The use of AIs in male breast cancer is well tolerated (Visram et al, 2010), but remains controversial. Initial case series have disappointingly shown negative or equivocal results; in a series of five patients, no objective response to anastrozole was observed (Giordano et al, 2002). Interestingly, however, there have been three individual cases of response to letrozole (Italiano et al, 2004; Zabolotny et al, 2005; Arriola et al, 2007), while Doyen et al (2010) reported promising results (CR: 13%; PR: 27% and SD: 13%), indicating relevant clinical activity of AIs in male breast cancer patients. In this study, median PFS and OS were 4.4 months (95% confidence interval (CI) 0.1–8.6) and 33 months (95% CI 18.4–47.6), respectively, (Doyen et al, 2010). In addition, the activity of letrozole was correlated with a significant reduction in E(-2-) levels, while secondary resistance was in part related to a deleterious feedback loop resulting in a significant upregulation of testosterone, thereby increasing substrate levels for aromatisation (Doyen et al, 2010). Hence, it was speculated that the combination of an AI with a GnRH analogue provide superior results.

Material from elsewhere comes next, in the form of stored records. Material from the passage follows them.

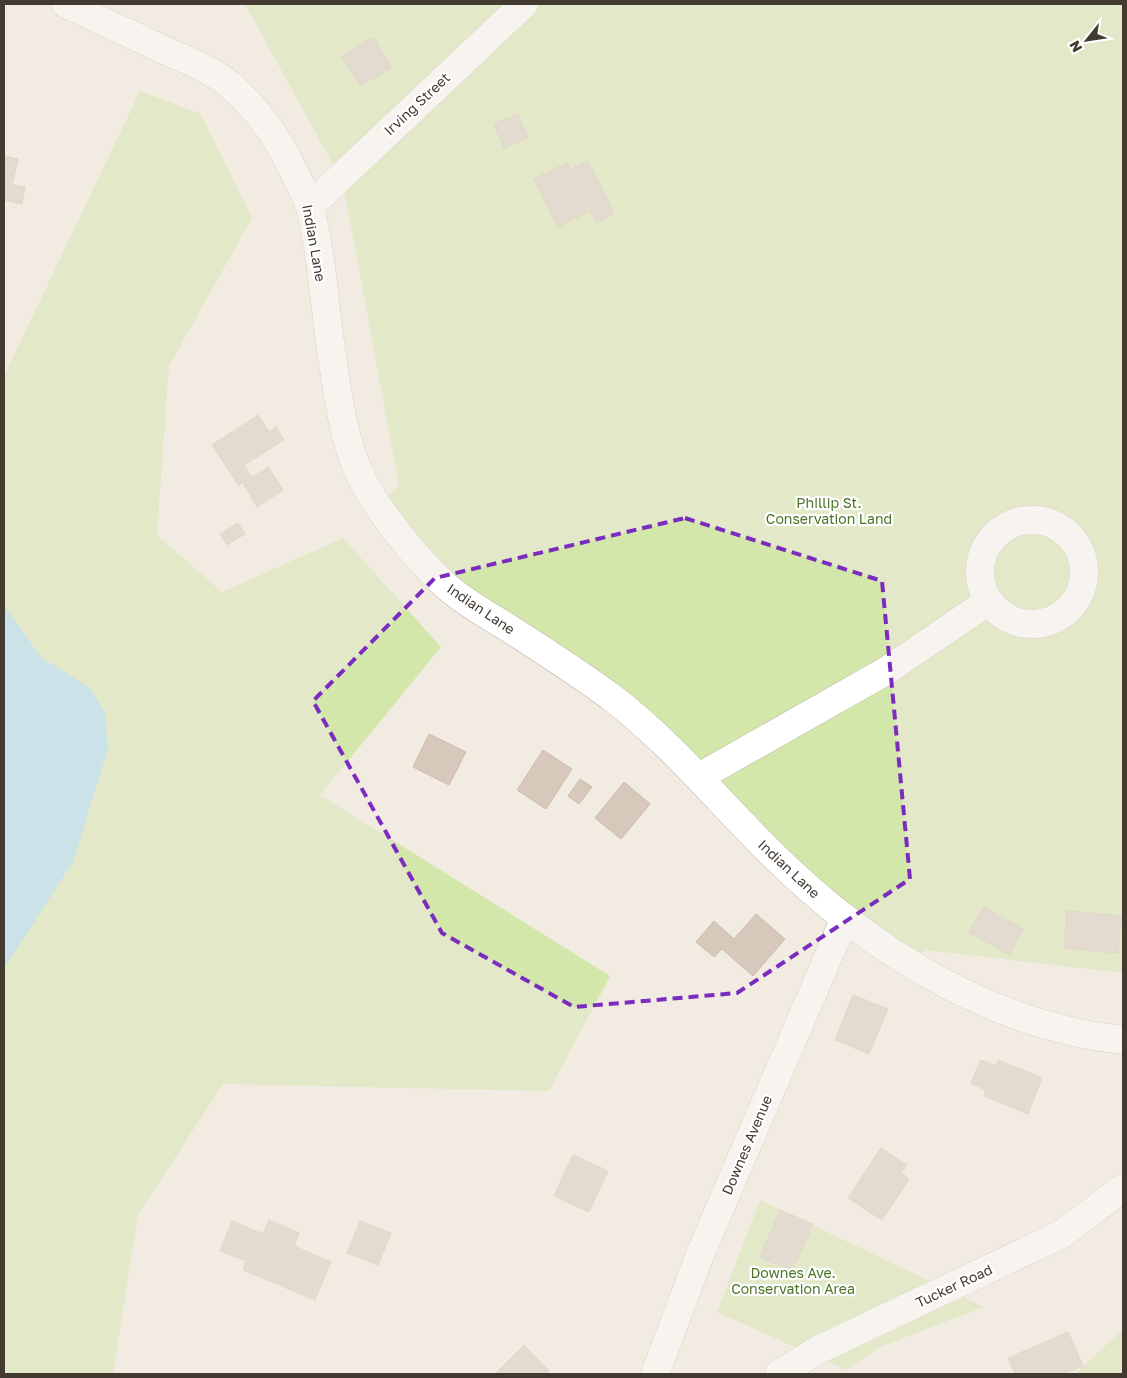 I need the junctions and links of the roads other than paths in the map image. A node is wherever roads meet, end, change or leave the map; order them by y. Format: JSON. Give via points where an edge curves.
{"nodes":[{"id":1,"x":66,"y":4,"type":"edge"},
{"id":2,"x":524,"y":4,"type":"edge"},
{"id":3,"x":310,"y":206,"type":"junction"},
{"id":4,"x":989,"y":602,"type":"dead end"},
{"id":5,"x":699,"y":777,"type":"junction"},
{"id":6,"x":845,"y":918,"type":"junction"},
{"id":7,"x":1123,"y":1040,"type":"edge"},
{"id":8,"x":1123,"y":1188,"type":"edge"},
{"id":9,"x":655,"y":1374,"type":"edge"},
{"id":10,"x":779,"y":1374,"type":"edge"}],
"edges":[{"from":1,"to":3,"type":"street","name":"Indian Lane","via":[[226,82],[270,127]]},
{"from":2,"to":3,"type":"street","name":"Irving Street"},
{"from":3,"to":5,"type":"street","name":"Indian Lane","via":[[343,424],[354,462],[372,498],[420,559],[446,586],[615,700]]},
{"from":4,"to":5,"type":"street","via":[[886,671]]},
{"from":5,"to":6,"type":"street","name":"Indian Lane","via":[[771,854]]},
{"from":6,"to":7,"type":"street","name":"Indian Lane","via":[[934,977],[973,998],[1055,1028],[1097,1038]]},
{"from":6,"to":9,"type":"street","name":"Downes Avenue","via":[[701,1252]]},
{"from":8,"to":10,"type":"street","name":"Tucker Road","via":[[1062,1234],[818,1350]]}]} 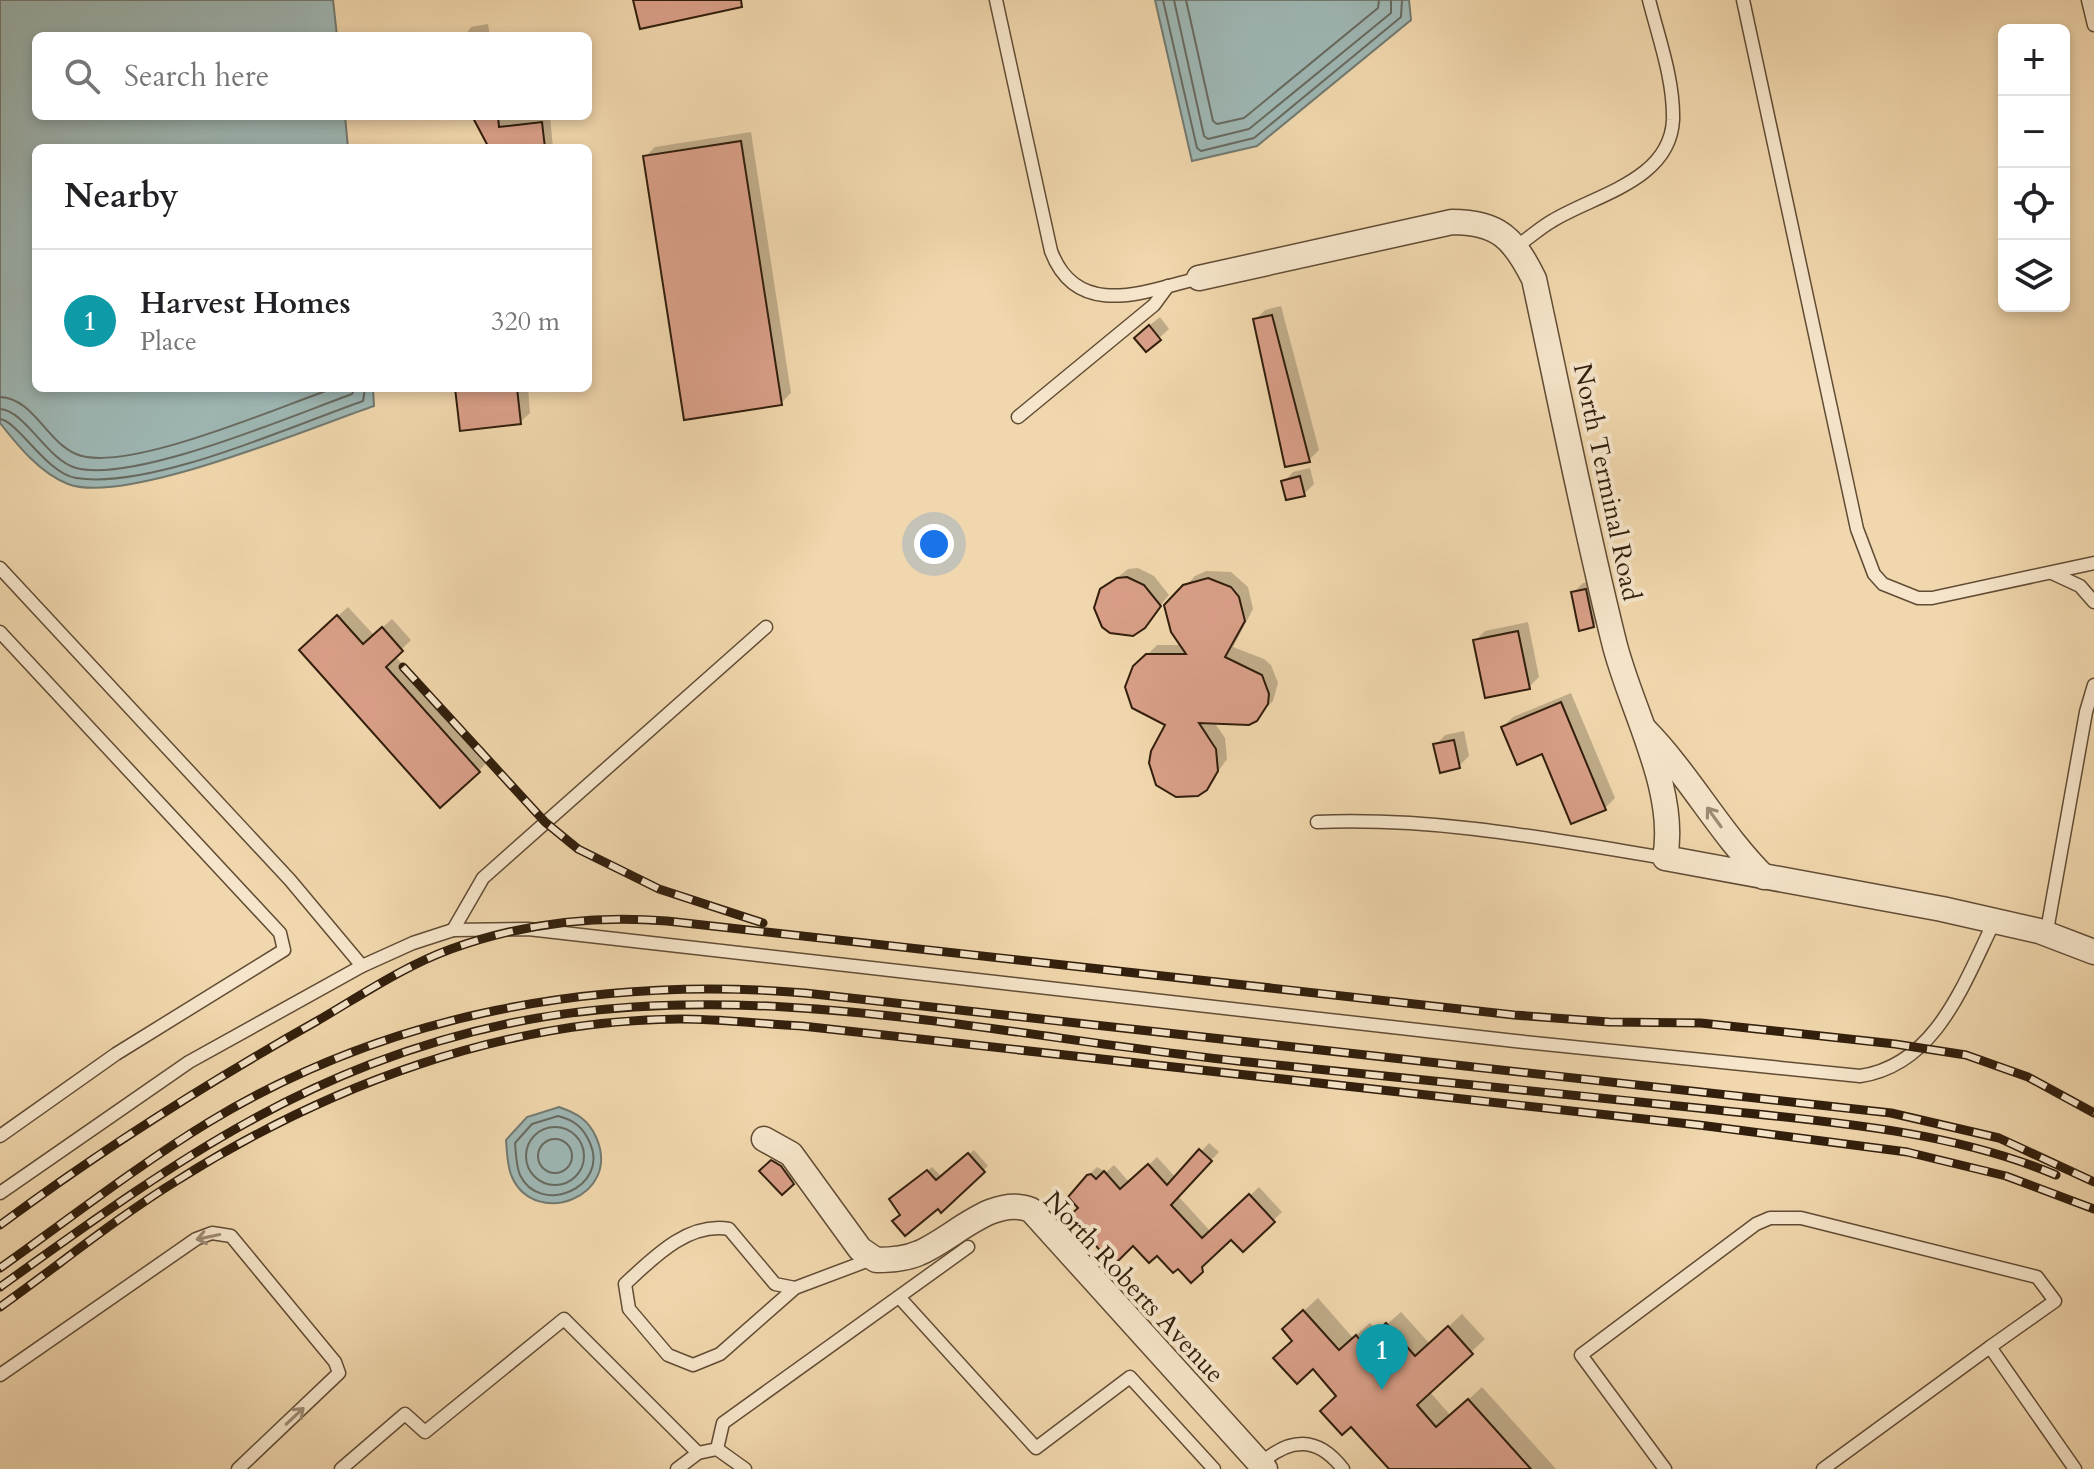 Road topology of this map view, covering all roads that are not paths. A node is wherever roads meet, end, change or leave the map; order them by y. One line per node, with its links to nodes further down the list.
1 (996, 0): 8 (lane)
2 (1649, 0): 6 (lane)
3 (1743, 0): 12 (lane)
4 (2088, 0): 5 (lane)
5 (2094, 25)
6 (1517, 246): 7 (street); 17 (street, North Terminal Road)
7 (1199, 278): 8 (lane)
8 (1168, 286): 9 (lane)
9 (1018, 417)
10 (2094, 563): 12 (lane)
11 (0, 568): 25 (lane)
12 (2049, 573): 13 (lane)
13 (2094, 602)
14 (766, 627): 22 (lane)
15 (0, 632): 26 (lane)
16 (2094, 685): 23 (lane)
17 (1644, 729): 19 (street, North Terminal Road); 20 (street, North Terminal Road, one-way to 17)
18 (1317, 822): 19 (lane)
19 (1665, 858): 20 (street)
20 (1764, 877): 21 (street)
21 (1994, 922): 22 (lane); 23 (street)
22 (453, 930): 25 (lane)
23 (2046, 936): 24 (street)
24 (2094, 952)
25 (362, 966): 28 (lane)
26 (0, 1136)
27 (764, 1139): 30 (street)
28 (0, 1193)
29 (968, 1247): 32 (lane)
30 (872, 1259): 31 (lane); 37 (street, North Roberts Avenue)
31 (795, 1288): 31 (lane)
32 (899, 1297): 35 (lane); 42 (lane)
33 (1990, 1347): 44 (lane); 45 (lane); 46 (lane)
34 (0, 1375): 38 (lane, one-way to 34)
35 (717, 1449): 36 (lane); 41 (lane)
36 (698, 1453): 39 (lane); 40 (lane)
37 (1262, 1466): 43 (lane)
38 (238, 1469)
39 (341, 1469)
40 (677, 1469)
41 (745, 1469)
42 (1214, 1469)
43 (1343, 1469)
44 (1665, 1469)
45 (1823, 1469)
46 (2075, 1469)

Our study confirms that AIs combined with a GnRH analogue are active in male breast cancer, with a clinical benefit rate (CR, PR and s.d.⩾6 months) reported equal to 82.3%. Our observation is in accordance with data published in female breast cancer patients receiving AIs in metastatic setting (ORR ranging from 49% to 59%; time to treatment progression ranging from 8.3 to 11.1 months; Bonneterre et al, 2000; Nabholtz et al, 2000; Mouridsen et al, 2001). Moreover, our data are in accordance with the data published by (Giordano and Hortobagyi, 2006), on two male breast cancer patients treated with leuprolide acetate plus AIs. Still, results of patients receiving the combination of AIs and GnRH analogues were not significantly superior as compared with patients receiving AIs alone in our study. Therefore, it is obvious that no firm conclusion can be drawn, given the limited patient number as well as the limited amount of available literature. In addition, the main limitation of our study is its retrospective design; unfortunately, the SWOG-S0511 trial –a small, phase II trial in male breast cancer patients with recurrent or metastatic disease, in which goserelin was administered combined with anastrozole (ClinicalTrials.gov; ID: NCT00217659)– was closed prematurely owing to poor accrual (Sousa et al, 2013). Moreover, a randomised trial evaluating AIs in metastatic male breast cancer with or without a GnRH analogue is more than warranted.

Despite the limitations of a retrospective analysis, our results demonstrate that AIs in combination with or without goserelin may represent an effective and safe treatment option for HR-positive, pretreated, metastatic, male breast cancer patients who had progressed on tamoxifen. Further trials and large case series focused on male breast cancer and AI with or without goserelin seem mandatory to draw any firm conclusion.